Upon his discharge he established his company, Precipart Co. Ltd., and began creating tools for Thailand's military that melded his academic and military expertise with his fertile imagination. In the early days it was a matter of trial and error as, Q-like, he turned ordinary objects into both life-saving devices and deadly weapons.

Now Songphol's business operates out of a 6000sqm factory outside Bangkok, employs 400 people and has produced more than 50 devices for Thailand's military.

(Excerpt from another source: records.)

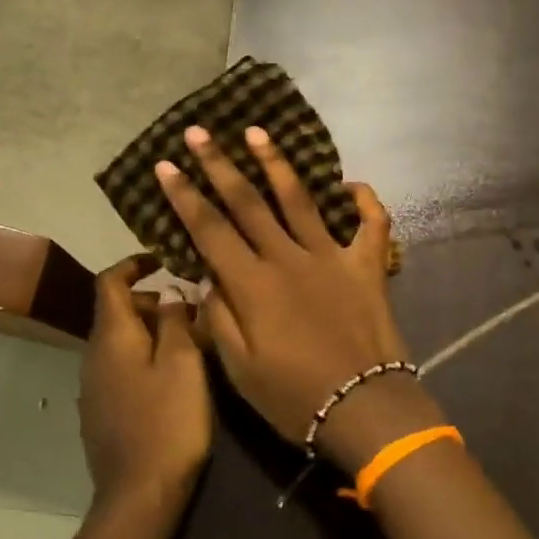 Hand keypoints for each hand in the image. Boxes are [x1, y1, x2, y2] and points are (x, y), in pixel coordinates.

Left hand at [78, 255, 211, 516]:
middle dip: (155, 304)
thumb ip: (176, 321)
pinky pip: (122, 369)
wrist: (139, 494)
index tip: (163, 260)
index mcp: (111, 336)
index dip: (133, 264)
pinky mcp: (101, 413)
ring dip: (154, 334)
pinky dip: (146, 360)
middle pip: (118, 312)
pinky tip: (174, 382)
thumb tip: (169, 293)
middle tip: (194, 315)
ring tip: (193, 347)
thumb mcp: (183, 364)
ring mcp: (94, 387)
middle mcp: (94, 355)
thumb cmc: (167, 421)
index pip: (109, 281)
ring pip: (123, 343)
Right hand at [153, 126, 444, 474]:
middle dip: (220, 164)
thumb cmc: (293, 396)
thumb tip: (208, 277)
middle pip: (248, 202)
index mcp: (252, 284)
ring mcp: (331, 257)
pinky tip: (350, 184)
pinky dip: (364, 201)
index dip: (185, 196)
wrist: (364, 407)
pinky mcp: (368, 266)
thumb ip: (219, 317)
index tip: (166, 165)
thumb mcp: (239, 368)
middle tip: (200, 131)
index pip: (209, 229)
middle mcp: (288, 258)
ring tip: (257, 132)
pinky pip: (372, 224)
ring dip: (277, 163)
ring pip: (300, 200) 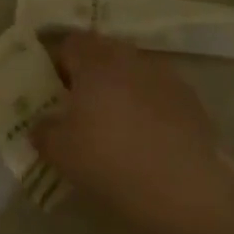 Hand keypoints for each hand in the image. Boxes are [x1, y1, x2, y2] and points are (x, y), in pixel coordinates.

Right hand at [31, 33, 233, 233]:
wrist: (187, 190)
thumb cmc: (112, 162)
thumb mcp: (61, 153)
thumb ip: (44, 132)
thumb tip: (42, 125)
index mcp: (95, 62)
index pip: (69, 43)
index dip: (57, 63)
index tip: (53, 91)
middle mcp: (130, 58)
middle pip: (103, 52)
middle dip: (90, 73)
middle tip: (80, 107)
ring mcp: (165, 76)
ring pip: (132, 72)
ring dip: (120, 88)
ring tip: (115, 125)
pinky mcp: (191, 99)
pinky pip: (158, 92)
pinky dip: (147, 106)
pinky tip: (146, 138) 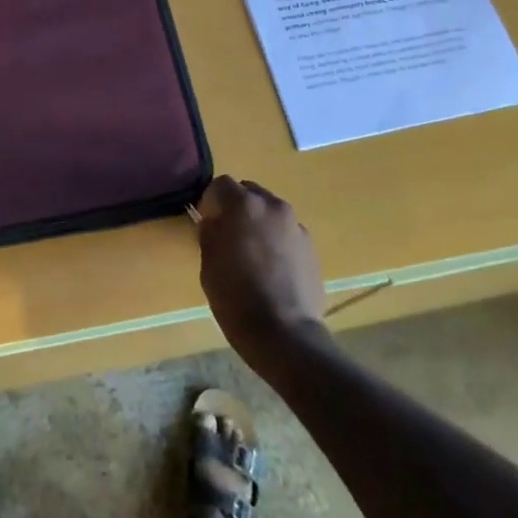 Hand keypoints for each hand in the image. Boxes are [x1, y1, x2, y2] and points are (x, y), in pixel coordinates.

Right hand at [195, 175, 326, 370]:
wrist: (284, 333)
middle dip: (237, 207)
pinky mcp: (310, 247)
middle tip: (228, 234)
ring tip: (252, 253)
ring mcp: (296, 226)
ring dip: (258, 223)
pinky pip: (286, 233)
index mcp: (244, 205)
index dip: (210, 201)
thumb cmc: (236, 298)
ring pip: (270, 212)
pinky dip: (276, 241)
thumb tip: (213, 222)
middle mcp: (273, 207)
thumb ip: (210, 234)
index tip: (206, 222)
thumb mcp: (209, 265)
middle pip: (250, 192)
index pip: (221, 184)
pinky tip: (271, 268) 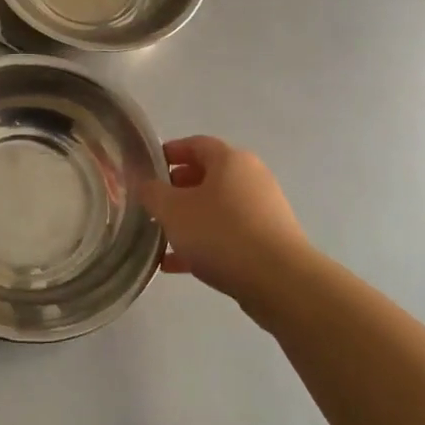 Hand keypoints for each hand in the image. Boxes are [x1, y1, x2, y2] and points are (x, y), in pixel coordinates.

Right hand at [137, 136, 313, 308]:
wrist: (279, 281)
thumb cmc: (221, 233)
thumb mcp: (173, 210)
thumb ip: (152, 193)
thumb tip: (146, 184)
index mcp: (230, 160)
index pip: (195, 144)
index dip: (169, 153)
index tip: (146, 169)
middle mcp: (251, 178)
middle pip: (207, 176)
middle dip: (176, 189)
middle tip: (152, 205)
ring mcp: (263, 210)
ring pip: (216, 208)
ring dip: (188, 219)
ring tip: (161, 237)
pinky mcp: (268, 240)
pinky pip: (228, 234)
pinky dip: (203, 243)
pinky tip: (176, 264) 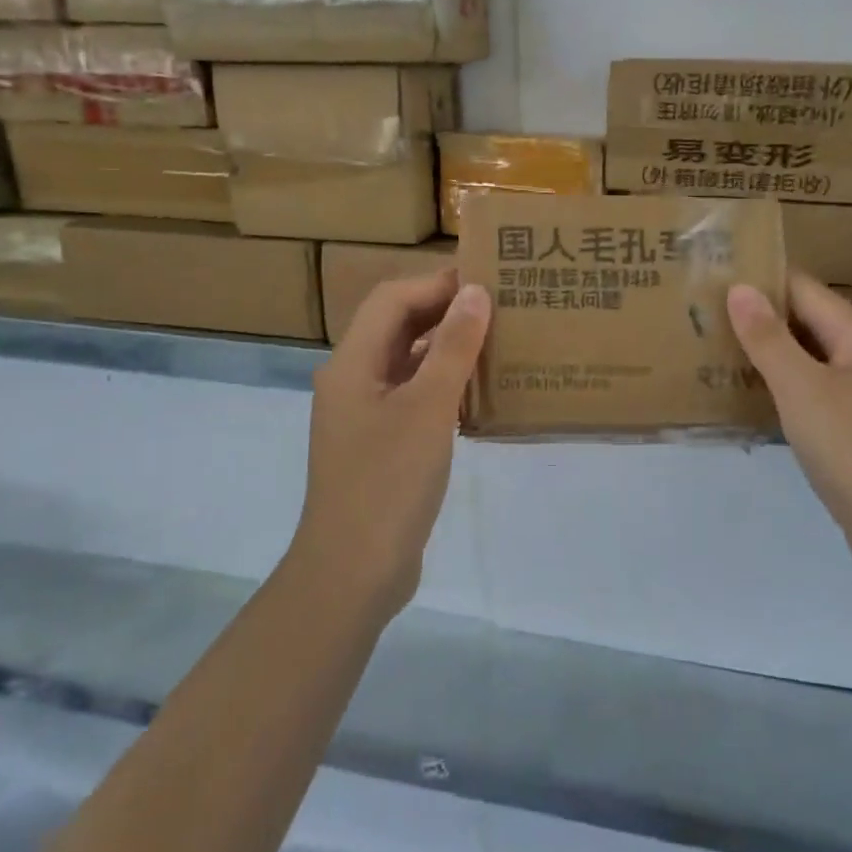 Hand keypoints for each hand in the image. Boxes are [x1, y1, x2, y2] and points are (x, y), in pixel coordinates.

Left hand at [289, 269, 488, 620]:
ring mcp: (364, 415)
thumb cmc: (388, 483)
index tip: (488, 280)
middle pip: (396, 327)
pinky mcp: (380, 444)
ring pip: (406, 363)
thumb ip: (453, 348)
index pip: (392, 299)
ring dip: (446, 348)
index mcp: (351, 363)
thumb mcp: (428, 409)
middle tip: (501, 307)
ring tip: (498, 341)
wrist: (354, 570)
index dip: (436, 283)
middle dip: (444, 312)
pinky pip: (412, 397)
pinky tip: (479, 392)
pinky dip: (442, 385)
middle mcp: (352, 380)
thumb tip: (476, 292)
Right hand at [728, 274, 851, 582]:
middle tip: (703, 317)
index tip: (712, 280)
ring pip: (808, 362)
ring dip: (767, 356)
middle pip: (807, 324)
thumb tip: (740, 288)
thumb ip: (769, 338)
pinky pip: (813, 397)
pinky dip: (782, 391)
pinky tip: (750, 401)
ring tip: (715, 353)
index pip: (803, 290)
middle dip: (759, 319)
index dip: (761, 281)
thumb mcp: (802, 389) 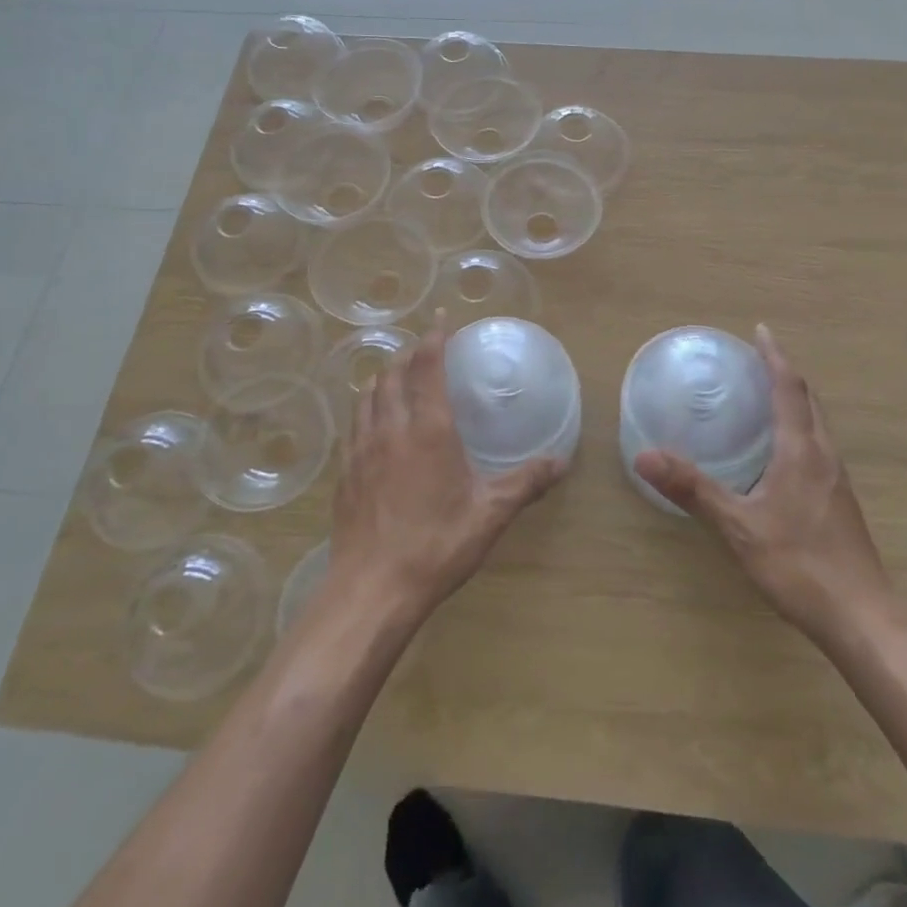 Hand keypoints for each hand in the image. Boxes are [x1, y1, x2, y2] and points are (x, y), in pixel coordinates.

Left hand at [328, 314, 566, 625]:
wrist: (372, 589)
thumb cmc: (436, 545)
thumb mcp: (490, 514)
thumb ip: (525, 482)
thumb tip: (561, 462)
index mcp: (428, 429)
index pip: (427, 367)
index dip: (434, 338)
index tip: (441, 318)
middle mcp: (391, 428)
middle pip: (393, 374)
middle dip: (408, 354)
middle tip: (424, 349)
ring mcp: (361, 449)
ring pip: (367, 395)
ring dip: (383, 377)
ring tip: (396, 376)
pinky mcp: (345, 472)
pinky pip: (354, 424)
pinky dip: (365, 407)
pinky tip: (373, 423)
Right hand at [633, 325, 897, 646]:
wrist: (865, 621)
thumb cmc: (801, 566)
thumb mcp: (739, 526)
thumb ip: (693, 489)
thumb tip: (644, 455)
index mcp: (802, 451)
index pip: (790, 389)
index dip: (775, 357)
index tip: (760, 331)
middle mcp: (825, 457)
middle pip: (808, 401)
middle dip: (784, 374)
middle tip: (755, 360)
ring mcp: (837, 481)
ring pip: (816, 425)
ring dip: (793, 401)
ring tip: (763, 396)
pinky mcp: (839, 503)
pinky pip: (817, 447)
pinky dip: (797, 429)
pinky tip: (778, 454) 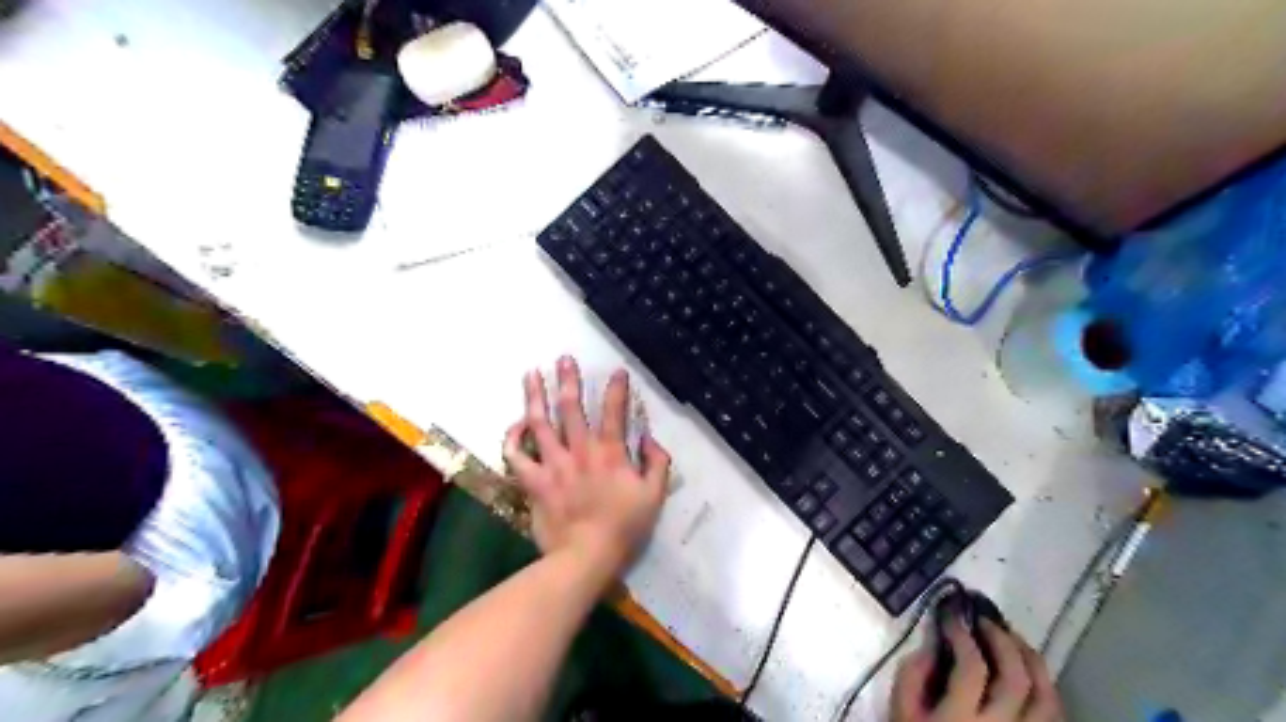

Above all, Songphol says, his aim has been to enhance the safety of the men in the field and help them protect ordinary Thais from insurgents and terrorists.

"Life is very, very important," he says. "My equipment is invented to save human life."

The list of his inventions certainly reads like something out of a spy novel, and many have been patented in Thailand – like the truncheon that fires a net so that police can capture runaway suspects, the umbrella and the walking stick that double as guns, and the blast-proof shield that can protect people from the impact of car bombs.

Songphol says he's most proud of the rubber bullets, bulletproof vests and stunt bombs that he personally designed for the Thai forces. He believes that this type of equipment can save lives and help defuse tense situations by giving authorities better protection and non-lethal ways of dealing with crowds.

While there has as yet been no need for his devices in the wake of the bloodless military coup that toppled the Thai government on September 19, many of Songphol's inventions are used in the country's Muslim-majority provinces along the southern border with Malaysia, where an insurgency has been bubbling under for the past few years.

Some 1500 people have been killed since unrest erupted in the region more than two years ago, in what officials say is a volatile mix of separatism, organized crime and local police corruption.

Among the devices of his company's creation that are most widely used in the south are his specially designed bullet-proof vests, which he says are more effective than the ones used overseas because the plates line up in a way that also shields against knife attacks. He's also proud of the plated armour he designed for use on military vans which are often used to transport teachers to school.

Teachers, he points out, are frequent targets of attack in the restive south because the insurgents regard them as symbols of Bangkok's effort to impose Buddhist culture on the region's Muslims and ethnic Malays. So he is working on creating a bullet-proof wig, which he hopes will offer better protection than the motorcycle helmets teachers now often wear to protect themselves in case of ambush.

While it sounds far-fetched – indeed, the stuff of James Bond movies – Songphol is convinced that his idea could help cut the death toll.

Most shootings to the head target the temple or the forehead, he points out. So he is designing a protective metal band that would cover those areas, but which would look natural. That way, for an insurgent to kill someone with a shot to the head, the gunman would have to be shooting from directly above, he said.

Also on his drawing board are bullet-proof advertising hoardings, which Songphol says could replace the banners currently used outside shops and restaurants to protect passersby from roadside bombs. Songphol said even if the military didn't buy any of his creations, he would carry on inventing. "I will keep working, otherwise there will be no inventors left," he said.